Open AccessThe old exonuclease of bacteriophage P2
Author(s) -
Heejoon Myung,
Richard Calendar
Publication year - 1995
Publication title -
journal of bacteriology
Language(s) - English
Resource type - Journals
SCImago Journal Rank - 1.652
H-Index - 246
eISSN - 1067-8832
pISSN - 0021-9193
DOI - 10.1128/jb.177.3.497-501.1995
Subject(s) - nuclease , exonuclease , biology , recbcd , dna , bacteriophage , biochemistry , microbiology and biotechnology , escherichia coli , maltose binding protein , exonuclease iii , dna polymerase , dna repair , gene , recombinant dna , fusion protein
The Old protein of bacteriophage P2 is responsible for interference with the growth of phage lambda and for killing of recBC mutant Escherichia coli.
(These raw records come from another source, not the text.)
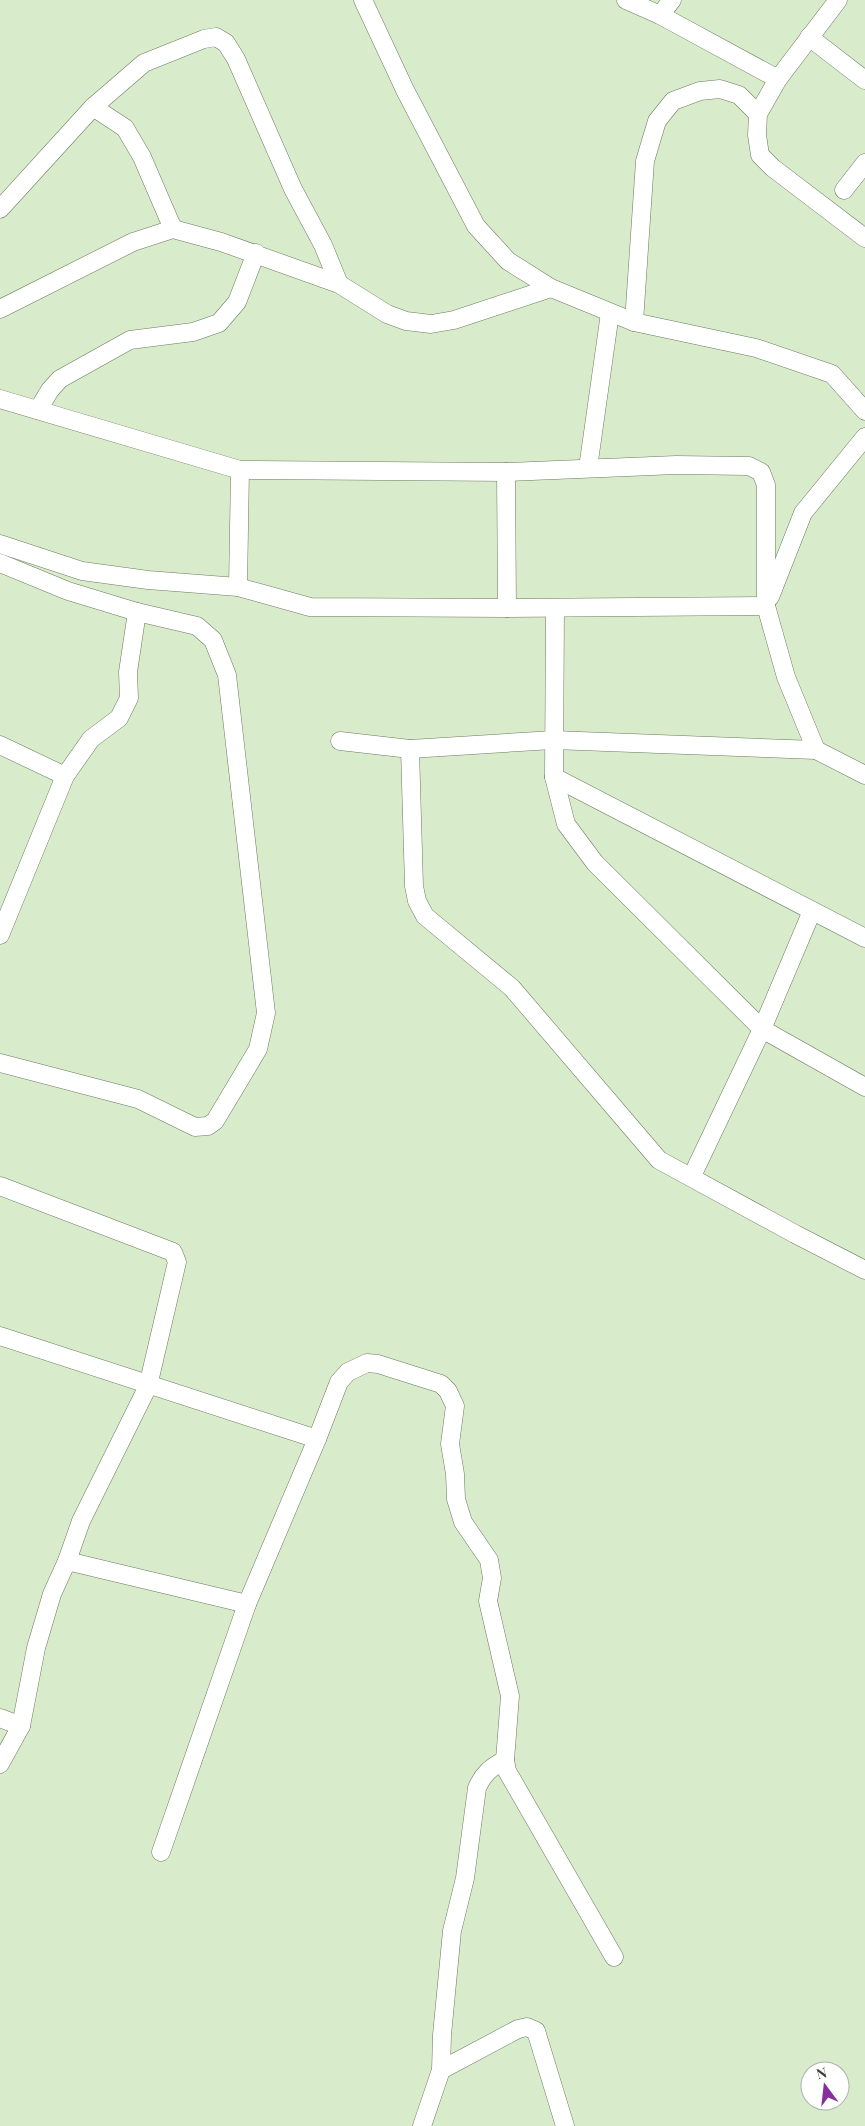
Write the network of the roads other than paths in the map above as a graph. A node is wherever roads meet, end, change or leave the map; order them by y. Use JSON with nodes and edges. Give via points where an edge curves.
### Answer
{"nodes":[{"id":1,"x":363,"y":0,"type":"edge"},
{"id":2,"x":626,"y":0,"type":"edge"},
{"id":3,"x":672,"y":0,"type":"edge"},
{"id":4,"x":838,"y":0,"type":"edge"},
{"id":5,"x":659,"y":8,"type":"edge"},
{"id":6,"x":809,"y":37,"type":"junction"},
{"id":7,"x":778,"y":79,"type":"junction"},
{"id":8,"x":865,"y":80,"type":"edge"},
{"id":9,"x":93,"y":106,"type":"junction"},
{"id":10,"x":758,"y":114,"type":"junction"},
{"id":11,"x":865,"y":163,"type":"edge"},
{"id":12,"x":844,"y":190,"type":"dead end"},
{"id":13,"x":0,"y":209,"type":"edge"},
{"id":14,"x":173,"y":229,"type":"junction"},
{"id":15,"x":865,"y":238,"type":"edge"},
{"id":16,"x":256,"y":253,"type":"junction"},
{"id":17,"x":339,"y":284,"type":"junction"},
{"id":18,"x":550,"y":288,"type":"junction"},
{"id":19,"x":0,"y":309,"type":"edge"},
{"id":20,"x":610,"y":313,"type":"junction"},
{"id":21,"x":634,"y":322,"type":"junction"},
{"id":22,"x":0,"y":399,"type":"edge"},
{"id":23,"x":38,"y":410,"type":"junction"},
{"id":24,"x":865,"y":410,"type":"edge"},
{"id":25,"x":865,"y":438,"type":"edge"},
{"id":26,"x":588,"y":468,"type":"junction"},
{"id":27,"x":240,"y":470,"type":"junction"},
{"id":28,"x":506,"y":472,"type":"junction"},
{"id":29,"x":0,"y":544,"type":"edge"},
{"id":30,"x":0,"y":562,"type":"edge"},
{"id":31,"x":238,"y":586,"type":"junction"},
{"id":32,"x":766,"y":606,"type":"junction"},
{"id":33,"x":507,"y":608,"type":"junction"},
{"id":34,"x":556,"y":608,"type":"junction"},
{"id":35,"x":138,"y":612,"type":"junction"},
{"id":36,"x":553,"y":740,"type":"junction"},
{"id":37,"x":340,"y":741,"type":"dead end"},
{"id":38,"x":0,"y":745,"type":"edge"},
{"id":39,"x":410,"y":749,"type":"junction"},
{"id":40,"x":816,"y":750,"type":"junction"},
{"id":41,"x":865,"y":775,"type":"edge"},
{"id":42,"x":65,"y":776,"type":"junction"},
{"id":43,"x":554,"y":777,"type":"junction"},
{"id":44,"x":7,"y":896,"type":"edge"},
{"id":45,"x":812,"y":911,"type":"junction"},
{"id":46,"x":0,"y":935,"type":"edge"},
{"id":47,"x":865,"y":938,"type":"edge"},
{"id":48,"x":762,"y":1029,"type":"junction"},
{"id":49,"x":0,"y":1063,"type":"edge"},
{"id":50,"x":865,"y":1087,"type":"edge"},
{"id":51,"x":692,"y":1176,"type":"junction"},
{"id":52,"x":0,"y":1186,"type":"edge"},
{"id":53,"x":865,"y":1270,"type":"edge"},
{"id":54,"x":0,"y":1336,"type":"edge"},
{"id":55,"x":148,"y":1386,"type":"junction"},
{"id":56,"x":317,"y":1439,"type":"junction"},
{"id":57,"x":67,"y":1561,"type":"junction"},
{"id":58,"x":247,"y":1604,"type":"junction"},
{"id":59,"x":0,"y":1718,"type":"edge"},
{"id":60,"x":21,"y":1726,"type":"junction"},
{"id":61,"x":505,"y":1760,"type":"junction"},
{"id":62,"x":0,"y":1764,"type":"edge"},
{"id":63,"x":161,"y":1852,"type":"dead end"},
{"id":64,"x":614,"y":1957,"type":"dead end"},
{"id":65,"x":440,"y":2070,"type":"junction"},
{"id":66,"x":422,"y":2126,"type":"edge"},
{"id":67,"x":565,"y":2126,"type":"edge"}],
"edges":[{"from":1,"to":18,"type":"street","via":[[405,90],[476,226],[508,261]]},
{"from":2,"to":5,"type":"street"},
{"from":3,"to":5,"type":"street"},
{"from":4,"to":6,"type":"street"},
{"from":5,"to":7,"type":"street"},
{"from":6,"to":7,"type":"street"},
{"from":6,"to":8,"type":"street"},
{"from":7,"to":10,"type":"street"},
{"from":9,"to":13,"type":"street"},
{"from":9,"to":14,"type":"street","via":[[125,128]]},
{"from":9,"to":17,"type":"street","via":[[144,63],[204,39],[216,38],[226,43]]},
{"from":10,"to":15,"type":"street","via":[[760,155]]},
{"from":10,"to":21,"type":"street","via":[[739,95],[720,89],[700,91],[673,101],[657,121],[645,161]]},
{"from":11,"to":12,"type":"street"},
{"from":14,"to":16,"type":"street"},
{"from":14,"to":19,"type":"street","via":[[133,242]]},
{"from":16,"to":17,"type":"street"},
{"from":16,"to":23,"type":"street","via":[[237,302],[218,323],[193,332],[130,340],[60,379]]},
{"from":17,"to":18,"type":"street","via":[[387,314],[406,321],[431,324],[454,320]]},
{"from":18,"to":20,"type":"street"},
{"from":20,"to":21,"type":"street"},
{"from":20,"to":26,"type":"street"},
{"from":21,"to":24,"type":"street","via":[[756,348],[832,374]]},
{"from":22,"to":23,"type":"street"},
{"from":23,"to":27,"type":"street"},
{"from":25,"to":32,"type":"street","via":[[803,513]]},
{"from":26,"to":28,"type":"street"},
{"from":26,"to":32,"type":"street","via":[[749,466],[761,472],[766,485]]},
{"from":27,"to":28,"type":"street"},
{"from":27,"to":31,"type":"street"},
{"from":28,"to":33,"type":"street"},
{"from":29,"to":31,"type":"street","via":[[82,571],[148,580]]},
{"from":30,"to":35,"type":"street","via":[[68,591]]},
{"from":31,"to":33,"type":"street","via":[[310,606]]},
{"from":32,"to":34,"type":"street"},
{"from":32,"to":40,"type":"street","via":[[786,677]]},
{"from":33,"to":34,"type":"street"},
{"from":34,"to":36,"type":"street"},
{"from":35,"to":42,"type":"street","via":[[128,672],[129,698],[118,718],[91,739]]},
{"from":35,"to":49,"type":"street","via":[[197,626],[213,640],[227,675],[266,1013],[258,1049],[216,1121],[208,1126],[195,1127],[138,1099]]},
{"from":36,"to":39,"type":"street"},
{"from":36,"to":40,"type":"street"},
{"from":36,"to":43,"type":"street"},
{"from":37,"to":39,"type":"street"},
{"from":38,"to":42,"type":"street"},
{"from":39,"to":51,"type":"street","via":[[414,886],[425,916],[512,988],[659,1160]]},
{"from":40,"to":41,"type":"street"},
{"from":42,"to":44,"type":"street"},
{"from":43,"to":45,"type":"street"},
{"from":43,"to":48,"type":"street","via":[[566,824],[595,863]]},
{"from":44,"to":46,"type":"street"},
{"from":45,"to":47,"type":"street"},
{"from":45,"to":48,"type":"street"},
{"from":48,"to":50,"type":"street"},
{"from":48,"to":51,"type":"street"},
{"from":51,"to":53,"type":"street"},
{"from":52,"to":55,"type":"street","via":[[173,1252],[177,1262]]},
{"from":54,"to":55,"type":"street"},
{"from":55,"to":56,"type":"street"},
{"from":55,"to":57,"type":"street","via":[[81,1521]]},
{"from":56,"to":58,"type":"street"},
{"from":56,"to":61,"type":"street","via":[[339,1382],[358,1366],[378,1364],[430,1379],[448,1392],[454,1406],[450,1444],[456,1499],[463,1522],[489,1560],[492,1578],[488,1601],[510,1696]]},
{"from":57,"to":58,"type":"street"},
{"from":57,"to":60,"type":"street","via":[[52,1594],[36,1648]]},
{"from":58,"to":63,"type":"street"},
{"from":59,"to":60,"type":"street"},
{"from":60,"to":62,"type":"street"},
{"from":61,"to":64,"type":"street","via":[[507,1771]]},
{"from":61,"to":65,"type":"street","via":[[491,1767],[477,1788],[464,1878],[452,1932]]},
{"from":65,"to":66,"type":"street"},
{"from":65,"to":67,"type":"street","via":[[518,2030],[527,2027],[536,2031]]}]}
We have purified Old fused to the maltose-binding protein to 95% purity and characterized its enzymatic properties. The Old protein fused to maltose-binding protein has exonuclease activity on double-stranded DNA as well as nuclease activity on single-stranded DNA and RNA. The direction of digestion of double-stranded DNA is from 5' to 3', and digestion initiates at either the 5'-phosphoryl or 5'-hydroxyl terminus. The nuclease is active on nicked circular DNA, degrades DNA in a processive manner, and releases 5'-phosphoryl mononucleotides.